No doubt there was resistence to something as outlandish as Interstate Highway I-40 cutting ramshod across the landscape when it was first proposed. Why can't people just use the perfectly good two lane system already in place? It has worked for years! Route 66 - love it! Don't change a thing!

But like Rt 66, whose time had passed by 1950, those who have enjoyed their time at the health dollar trough for far too long need to step away. Business models would have to change dramatically, and this, of course, is why change has not come already. Money doesn't shift to places of need from the stronghold of greed on its own, irrespective of the legitimacy of need. This could be an axiom of poverty.

Over time, business models favoring the greed of health and insurance care have become legislative realities. It's no surprise when businessmen become our lawmakers how this could happen. It's predictable. Should we think they are going into politics for statesmanship? Really?

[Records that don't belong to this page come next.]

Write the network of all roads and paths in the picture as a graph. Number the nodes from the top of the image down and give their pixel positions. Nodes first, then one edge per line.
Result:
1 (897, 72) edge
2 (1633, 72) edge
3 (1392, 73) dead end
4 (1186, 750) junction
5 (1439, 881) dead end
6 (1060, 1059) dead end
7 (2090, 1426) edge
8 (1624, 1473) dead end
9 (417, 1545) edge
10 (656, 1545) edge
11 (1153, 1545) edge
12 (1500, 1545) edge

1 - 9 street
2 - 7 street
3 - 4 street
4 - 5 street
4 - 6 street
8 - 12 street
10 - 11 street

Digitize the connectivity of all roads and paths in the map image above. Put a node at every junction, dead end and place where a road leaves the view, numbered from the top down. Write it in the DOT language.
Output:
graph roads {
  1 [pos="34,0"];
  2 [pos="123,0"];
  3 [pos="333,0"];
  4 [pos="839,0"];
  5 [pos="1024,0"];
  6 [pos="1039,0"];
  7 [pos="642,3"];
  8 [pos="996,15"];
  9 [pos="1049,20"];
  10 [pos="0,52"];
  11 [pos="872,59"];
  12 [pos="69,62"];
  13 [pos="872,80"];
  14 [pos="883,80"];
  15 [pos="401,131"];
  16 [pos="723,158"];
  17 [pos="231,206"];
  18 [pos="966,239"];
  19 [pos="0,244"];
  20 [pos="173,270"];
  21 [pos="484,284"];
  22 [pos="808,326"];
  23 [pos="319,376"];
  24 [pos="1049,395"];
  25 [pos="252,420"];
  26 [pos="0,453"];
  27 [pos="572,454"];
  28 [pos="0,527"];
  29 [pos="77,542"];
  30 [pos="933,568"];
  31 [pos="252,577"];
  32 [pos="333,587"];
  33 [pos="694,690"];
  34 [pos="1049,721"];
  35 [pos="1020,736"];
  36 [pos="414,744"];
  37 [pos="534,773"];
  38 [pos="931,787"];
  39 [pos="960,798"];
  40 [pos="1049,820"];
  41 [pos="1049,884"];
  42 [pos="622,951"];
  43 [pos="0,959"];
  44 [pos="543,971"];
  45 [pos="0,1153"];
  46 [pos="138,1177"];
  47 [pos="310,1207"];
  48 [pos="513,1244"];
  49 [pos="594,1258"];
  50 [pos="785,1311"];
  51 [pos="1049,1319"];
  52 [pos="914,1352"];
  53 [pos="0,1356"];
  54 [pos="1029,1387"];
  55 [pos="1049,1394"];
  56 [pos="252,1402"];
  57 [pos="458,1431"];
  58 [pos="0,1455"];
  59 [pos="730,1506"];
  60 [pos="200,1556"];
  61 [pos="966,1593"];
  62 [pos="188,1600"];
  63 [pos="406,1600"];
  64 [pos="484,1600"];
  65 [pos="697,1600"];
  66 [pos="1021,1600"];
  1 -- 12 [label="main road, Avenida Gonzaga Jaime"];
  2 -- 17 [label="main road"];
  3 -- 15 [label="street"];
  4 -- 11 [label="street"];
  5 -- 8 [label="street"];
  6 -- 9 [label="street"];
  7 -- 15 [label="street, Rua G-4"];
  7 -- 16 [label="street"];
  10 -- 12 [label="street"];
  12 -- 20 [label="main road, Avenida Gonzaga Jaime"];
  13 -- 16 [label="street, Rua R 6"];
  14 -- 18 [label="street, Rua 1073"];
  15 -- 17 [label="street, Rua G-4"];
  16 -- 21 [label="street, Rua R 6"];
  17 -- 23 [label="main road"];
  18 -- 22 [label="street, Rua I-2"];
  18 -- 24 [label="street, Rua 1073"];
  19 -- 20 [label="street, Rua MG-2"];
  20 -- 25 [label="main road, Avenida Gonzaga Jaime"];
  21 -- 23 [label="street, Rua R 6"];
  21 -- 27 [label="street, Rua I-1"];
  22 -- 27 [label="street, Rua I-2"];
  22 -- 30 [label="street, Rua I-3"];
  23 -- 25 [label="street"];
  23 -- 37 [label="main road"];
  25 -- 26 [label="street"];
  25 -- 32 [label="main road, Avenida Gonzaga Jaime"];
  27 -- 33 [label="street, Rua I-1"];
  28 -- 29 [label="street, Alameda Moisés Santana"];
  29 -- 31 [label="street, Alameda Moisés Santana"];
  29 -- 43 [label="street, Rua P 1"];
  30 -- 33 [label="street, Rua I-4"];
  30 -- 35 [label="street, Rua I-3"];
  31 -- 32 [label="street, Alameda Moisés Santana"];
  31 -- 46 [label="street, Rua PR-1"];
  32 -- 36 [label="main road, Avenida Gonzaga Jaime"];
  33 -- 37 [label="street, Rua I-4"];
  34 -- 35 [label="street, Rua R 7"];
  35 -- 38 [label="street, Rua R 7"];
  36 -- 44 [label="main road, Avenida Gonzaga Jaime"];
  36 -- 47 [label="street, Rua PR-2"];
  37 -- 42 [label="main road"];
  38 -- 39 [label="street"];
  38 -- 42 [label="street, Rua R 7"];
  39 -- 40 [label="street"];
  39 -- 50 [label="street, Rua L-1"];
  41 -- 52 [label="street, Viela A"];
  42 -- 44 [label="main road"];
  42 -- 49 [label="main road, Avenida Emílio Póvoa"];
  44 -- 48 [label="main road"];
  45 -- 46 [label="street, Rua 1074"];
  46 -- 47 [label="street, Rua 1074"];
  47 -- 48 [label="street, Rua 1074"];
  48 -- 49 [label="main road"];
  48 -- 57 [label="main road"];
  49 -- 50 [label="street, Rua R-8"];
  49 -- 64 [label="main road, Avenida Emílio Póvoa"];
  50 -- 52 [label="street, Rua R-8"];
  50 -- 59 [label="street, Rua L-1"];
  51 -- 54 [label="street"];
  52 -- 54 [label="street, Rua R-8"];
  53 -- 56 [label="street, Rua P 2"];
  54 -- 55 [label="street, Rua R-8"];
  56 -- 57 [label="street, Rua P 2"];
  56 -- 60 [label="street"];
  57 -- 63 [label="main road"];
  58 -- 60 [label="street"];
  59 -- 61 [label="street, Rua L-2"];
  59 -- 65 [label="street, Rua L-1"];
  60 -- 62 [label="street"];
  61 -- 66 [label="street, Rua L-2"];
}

Rules don't need to bend at all when laws are made to support overcharging patients and bear no oversight on insurance company fraud. When the things insurance companies do sometimes walk, talk and look illegal, well, it's because the definition of robbery was purchased by those who lobby for these companies and with enough money, definitions can be blurred beyond recognition. Insurance companies function nefariously with impugnity because the laws simply allow it their way.

Changing this will be like turning a very large train. One, unfortunately, that does not care if you and I and all of our patients are on the tracks. Historically, anyway, we've been on the tracks already and nothing has slowed the train. There is a body count. It's just difficult to apply exact science to the quantification of who died from lack of preventive or diagnostic care, or who died from lack of chronic need medications, and who died from failure of ability to pay for a life saving surgery. But they were all on the tracks, these folks, when the insurance train sounded in the distance. And they were not covered. Or they had not met their deductible. Or they were out of network for the specialty. Or the requisite waiting period was not up. And the train just kept coming, because trains are unweilding machines.

I told the little Head Start princess that she will likely be the smartest girl in her class. Who else had earned enough money for their own bike at her age? I sensed an eagerness in her twinkling eyes and a grin, albeit absent one front incisor, that would take her far from her grandma's careful accounting.

Grandma just looked on, pleased with the course of this exam and conversation with her young charge. Our eyes met for a fraction of a moment. There is a graceful understated humility in the people here that can bring me to a caring silence. I'm in a place where less sometimes is more. Less, in this case of shared understanding, can be the greater part of the whole.

And, thankfully, I have no idea how to bill for this, a moment of invaluable human connection.